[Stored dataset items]
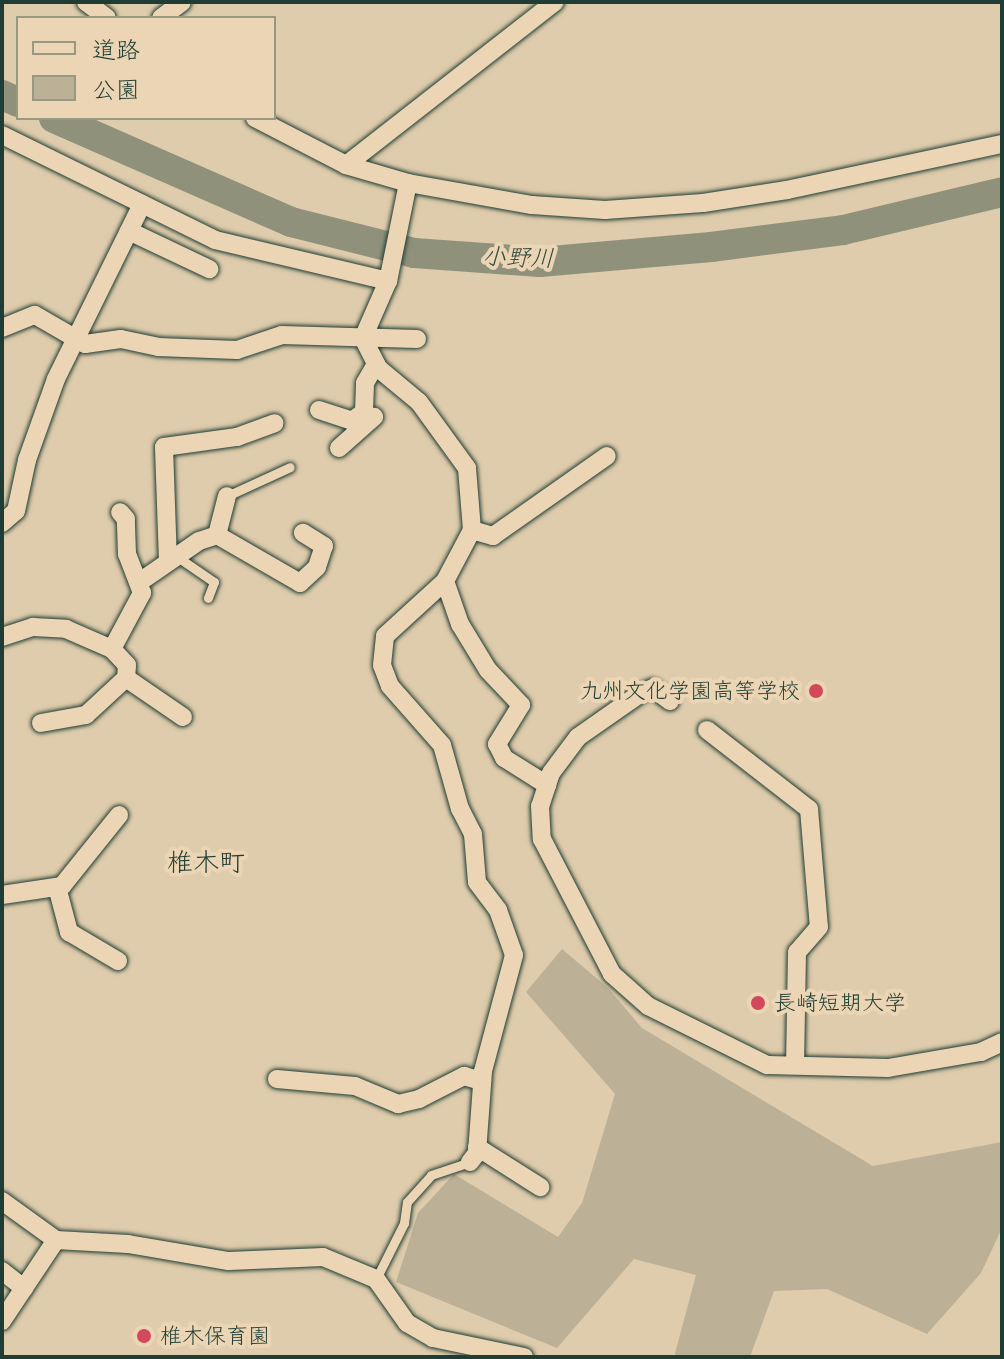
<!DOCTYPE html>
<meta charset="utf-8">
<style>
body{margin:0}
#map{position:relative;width:1004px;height:1359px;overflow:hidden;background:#dfccac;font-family:"Shantell Sans","Klee One",sans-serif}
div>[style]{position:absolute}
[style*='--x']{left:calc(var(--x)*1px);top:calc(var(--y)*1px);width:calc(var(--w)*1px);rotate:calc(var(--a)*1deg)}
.green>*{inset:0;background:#bcb196}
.river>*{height:30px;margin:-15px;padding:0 15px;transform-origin:15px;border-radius:15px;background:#90917b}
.roads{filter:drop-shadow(0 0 2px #1f3d34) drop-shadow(0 0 2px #1f3d34)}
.lane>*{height:9px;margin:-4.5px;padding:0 4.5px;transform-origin:4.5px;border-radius:4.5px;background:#ebd5b4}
.street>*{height:18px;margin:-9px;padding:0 9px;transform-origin:9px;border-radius:9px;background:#ebd5b4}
.dots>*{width:22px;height:22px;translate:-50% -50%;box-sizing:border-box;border:4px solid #ebd5b4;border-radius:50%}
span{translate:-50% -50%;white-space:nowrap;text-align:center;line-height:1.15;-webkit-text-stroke:8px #ebd5b4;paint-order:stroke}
.poi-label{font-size:22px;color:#1f3d34}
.right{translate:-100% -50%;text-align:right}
.left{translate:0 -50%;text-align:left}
.water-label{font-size:24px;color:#304a3f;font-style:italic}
.quarter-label{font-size:26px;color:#1f3d34}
.frame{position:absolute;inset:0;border:4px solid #1f3d34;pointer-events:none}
.legend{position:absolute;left:16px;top:16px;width:260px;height:104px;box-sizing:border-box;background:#ebd5b4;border:2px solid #999881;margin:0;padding:10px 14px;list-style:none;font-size:24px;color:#1f3d34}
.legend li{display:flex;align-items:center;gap:16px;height:40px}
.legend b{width:40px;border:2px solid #999881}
</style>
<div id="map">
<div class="green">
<i style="clip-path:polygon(562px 949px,608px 988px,642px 1028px,873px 1166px,1002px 1142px,1002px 1228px,981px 1273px,927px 1334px,827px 1289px,774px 1291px,750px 1357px,674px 1357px,696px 1275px,634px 1259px,557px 1348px,396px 1282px,418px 1213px,454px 1174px,558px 1237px,582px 1203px,615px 1094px,526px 992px)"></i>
</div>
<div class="river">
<i style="--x:2;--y:95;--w:17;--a:24"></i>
<i style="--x:54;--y:118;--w:259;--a:23.7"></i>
<i style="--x:291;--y:222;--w:127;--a:14.1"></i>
<i style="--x:414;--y:253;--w:126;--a:4.1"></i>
<i style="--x:540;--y:262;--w:172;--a:-5"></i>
<i style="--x:711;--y:247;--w:133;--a:-7.3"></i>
<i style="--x:843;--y:230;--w:163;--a:-13.4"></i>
</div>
<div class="roads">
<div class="lane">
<i style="--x:227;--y:496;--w:69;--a:-24.7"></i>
<i style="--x:176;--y:556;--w:46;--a:34.4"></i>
<i style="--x:214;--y:582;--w:17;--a:111"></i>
<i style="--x:376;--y:1279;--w:63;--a:-63.4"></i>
<i style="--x:404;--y:1223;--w:21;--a:-82"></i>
<i style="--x:407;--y:1202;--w:36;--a:-48"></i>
<i style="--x:431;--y:1175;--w:41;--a:-18.4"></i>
</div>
<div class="street">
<i style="--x:86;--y:2;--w:26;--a:37"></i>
<i style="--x:161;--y:18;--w:26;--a:-37"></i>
<i style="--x:255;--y:118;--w:102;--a:27.3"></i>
<i style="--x:346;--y:165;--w:65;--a:16.2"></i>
<i style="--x:408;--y:183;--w:126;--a:10.1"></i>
<i style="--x:532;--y:205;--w:73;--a:3.9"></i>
<i style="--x:605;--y:210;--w:98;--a:-4.1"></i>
<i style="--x:703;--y:203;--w:85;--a:-8.8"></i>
<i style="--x:787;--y:190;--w:220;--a:-12.1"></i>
<i style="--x:2;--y:135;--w:237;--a:26.2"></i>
<i style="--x:215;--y:240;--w:178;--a:13.3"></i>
<i style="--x:346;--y:165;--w:265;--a:-38"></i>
<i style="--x:408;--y:183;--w:100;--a:101.5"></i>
<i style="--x:388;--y:281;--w:62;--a:113.7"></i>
<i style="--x:363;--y:338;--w:34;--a:63"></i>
<i style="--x:378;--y:368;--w:53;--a:39.7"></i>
<i style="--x:419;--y:402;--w:82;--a:54"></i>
<i style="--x:467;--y:468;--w:62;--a:85.4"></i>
<i style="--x:472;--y:530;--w:22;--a:16"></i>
<i style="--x:493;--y:536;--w:139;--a:-35.1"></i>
<i style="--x:129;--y:231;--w:89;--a:25.4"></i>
<i style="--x:2;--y:328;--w:35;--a:-22"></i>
<i style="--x:35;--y:315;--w:58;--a:30.1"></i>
<i style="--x:85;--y:344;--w:36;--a:-8"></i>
<i style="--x:121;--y:339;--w:38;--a:12"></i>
<i style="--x:158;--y:347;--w:79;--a:2.2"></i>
<i style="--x:237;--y:350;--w:47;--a:-18.4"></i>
<i style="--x:282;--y:335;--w:135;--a:1.7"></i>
<i style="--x:319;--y:410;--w:35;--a:18"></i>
<i style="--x:352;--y:421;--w:15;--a:-37"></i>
<i style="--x:364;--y:412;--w:29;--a:-88"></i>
<i style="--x:365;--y:383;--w:22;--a:-60"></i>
<i style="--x:339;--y:448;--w:47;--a:-41.5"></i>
<i style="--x:2;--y:523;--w:18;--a:-41"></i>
<i style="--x:16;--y:511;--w:52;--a:-77.8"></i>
<i style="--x:27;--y:460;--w:86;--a:-70.3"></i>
<i style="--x:56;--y:379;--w:195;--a:-63.8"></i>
<i style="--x:217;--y:535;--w:40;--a:-75.6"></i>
<i style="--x:168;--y:562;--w:115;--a:-92"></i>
<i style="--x:164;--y:447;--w:74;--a:-7.8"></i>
<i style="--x:237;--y:437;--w:40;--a:-20.2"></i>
<i style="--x:141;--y:581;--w:70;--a:-34.6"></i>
<i style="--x:199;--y:541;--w:19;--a:-18"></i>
<i style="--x:217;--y:535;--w:96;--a:30"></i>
<i style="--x:300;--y:583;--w:23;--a:-43"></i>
<i style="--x:317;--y:567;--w:22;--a:-72"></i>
<i style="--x:324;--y:546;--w:25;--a:-148"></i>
<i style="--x:445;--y:581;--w:46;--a:70.8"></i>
<i style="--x:460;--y:624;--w:54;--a:58.7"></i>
<i style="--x:488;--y:670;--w:48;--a:46.7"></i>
<i style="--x:521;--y:705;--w:46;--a:121.6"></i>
<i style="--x:497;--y:744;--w:16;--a:63"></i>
<i style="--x:504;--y:758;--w:51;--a:32.1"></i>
<i style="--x:2;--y:637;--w:33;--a:-18"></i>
<i style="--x:33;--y:627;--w:33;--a:3"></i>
<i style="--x:66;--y:629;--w:50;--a:23.5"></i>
<i style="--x:112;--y:649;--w:22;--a:47"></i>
<i style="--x:127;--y:665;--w:13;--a:94"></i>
<i style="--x:126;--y:678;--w:69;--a:34.4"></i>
<i style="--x:112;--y:649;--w:64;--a:-61.8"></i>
<i style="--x:142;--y:593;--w:42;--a:-111"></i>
<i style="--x:127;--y:554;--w:35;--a:-92"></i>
<i style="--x:126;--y:519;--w:9;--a:-131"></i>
<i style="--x:670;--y:701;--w:21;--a:-143"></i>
<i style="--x:653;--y:688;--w:13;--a:157"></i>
<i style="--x:641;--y:693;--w:77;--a:145.1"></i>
<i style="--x:578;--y:737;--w:45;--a:126.9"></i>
<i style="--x:551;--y:773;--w:35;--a:108"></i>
<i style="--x:540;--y:806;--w:33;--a:87"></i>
<i style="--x:542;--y:839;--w:152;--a:62.6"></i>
<i style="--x:612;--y:974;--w:48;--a:41.6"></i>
<i style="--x:648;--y:1006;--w:133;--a:26.4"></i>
<i style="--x:767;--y:1065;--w:121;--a:1.4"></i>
<i style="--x:888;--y:1068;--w:94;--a:-9.8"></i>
<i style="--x:981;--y:1052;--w:23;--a:-25"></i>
<i style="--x:41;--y:723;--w:46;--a:-10.1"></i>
<i style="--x:86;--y:715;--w:54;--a:-42.8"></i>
<i style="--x:707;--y:730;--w:129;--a:37.8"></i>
<i style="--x:809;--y:809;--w:118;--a:85.2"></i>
<i style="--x:819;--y:927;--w:33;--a:131"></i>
<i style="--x:797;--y:952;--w:113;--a:91"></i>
<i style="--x:57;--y:887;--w:47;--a:75.1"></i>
<i style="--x:69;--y:932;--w:57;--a:30.6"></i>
<i style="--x:2;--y:895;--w:61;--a:-8.5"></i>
<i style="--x:62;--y:886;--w:91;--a:-51.2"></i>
<i style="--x:277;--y:1079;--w:78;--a:5.1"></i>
<i style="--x:355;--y:1086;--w:47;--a:22.7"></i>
<i style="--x:398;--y:1104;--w:22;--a:-13"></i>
<i style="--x:419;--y:1099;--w:51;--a:-27.1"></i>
<i style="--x:464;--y:1076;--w:19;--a:16"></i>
<i style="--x:477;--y:1147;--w:75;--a:32.4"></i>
<i style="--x:470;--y:1162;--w:11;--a:-52"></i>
<i style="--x:477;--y:1153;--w:82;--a:-85.8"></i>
<i style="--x:483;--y:1071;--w:120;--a:-75"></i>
<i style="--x:514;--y:955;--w:48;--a:-109.6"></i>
<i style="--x:498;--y:910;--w:35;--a:-127"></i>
<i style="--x:477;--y:882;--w:48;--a:-94.8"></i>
<i style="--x:473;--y:834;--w:28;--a:-117"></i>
<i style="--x:460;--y:809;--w:66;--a:-105.7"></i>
<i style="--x:442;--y:745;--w:79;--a:-131.4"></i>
<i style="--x:390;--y:686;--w:22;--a:-111"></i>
<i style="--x:382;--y:665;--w:29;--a:-84"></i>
<i style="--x:385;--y:636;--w:81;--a:-42.5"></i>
<i style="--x:445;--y:581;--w:58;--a:-62.1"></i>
<i style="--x:2;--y:1201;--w:67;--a:35.8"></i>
<i style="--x:56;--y:1240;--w:72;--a:3.2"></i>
<i style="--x:128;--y:1244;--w:102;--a:9.6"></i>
<i style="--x:229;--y:1261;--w:94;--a:-2.4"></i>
<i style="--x:323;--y:1257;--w:57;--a:22.5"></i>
<i style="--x:376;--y:1279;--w:54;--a:54.8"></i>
<i style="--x:407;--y:1323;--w:30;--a:30"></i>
<i style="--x:433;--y:1338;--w:93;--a:11.8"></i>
<i style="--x:2;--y:1271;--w:28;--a:38"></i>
<i style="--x:2;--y:1321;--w:97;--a:-56.3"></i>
</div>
</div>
<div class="dots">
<i style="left:816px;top:691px;background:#d1495b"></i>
<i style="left:758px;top:1003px;background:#d1495b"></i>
<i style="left:144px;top:1336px;background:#d1495b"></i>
</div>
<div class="poi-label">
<span class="right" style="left:800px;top:691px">九州文化学園高等学校</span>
<span class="left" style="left:774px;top:1003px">長崎短期大学</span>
<span class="left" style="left:160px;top:1336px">椎木保育園</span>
</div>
<div class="water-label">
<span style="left:518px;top:258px;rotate:2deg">小野川</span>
</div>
<div class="quarter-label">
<span style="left:206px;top:862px">椎木町</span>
</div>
<div class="frame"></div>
<ul class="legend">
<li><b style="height:10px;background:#ebd5b4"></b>道路</li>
<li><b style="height:22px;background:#bcb196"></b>公園</li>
</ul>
</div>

**Brief:** What is needed is a copy of every line above in which "river" appears.

**Solution to the exercise:**
.river>*{height:30px;margin:-15px;padding:0 15px;transform-origin:15px;border-radius:15px;background:#90917b}
<div class="river">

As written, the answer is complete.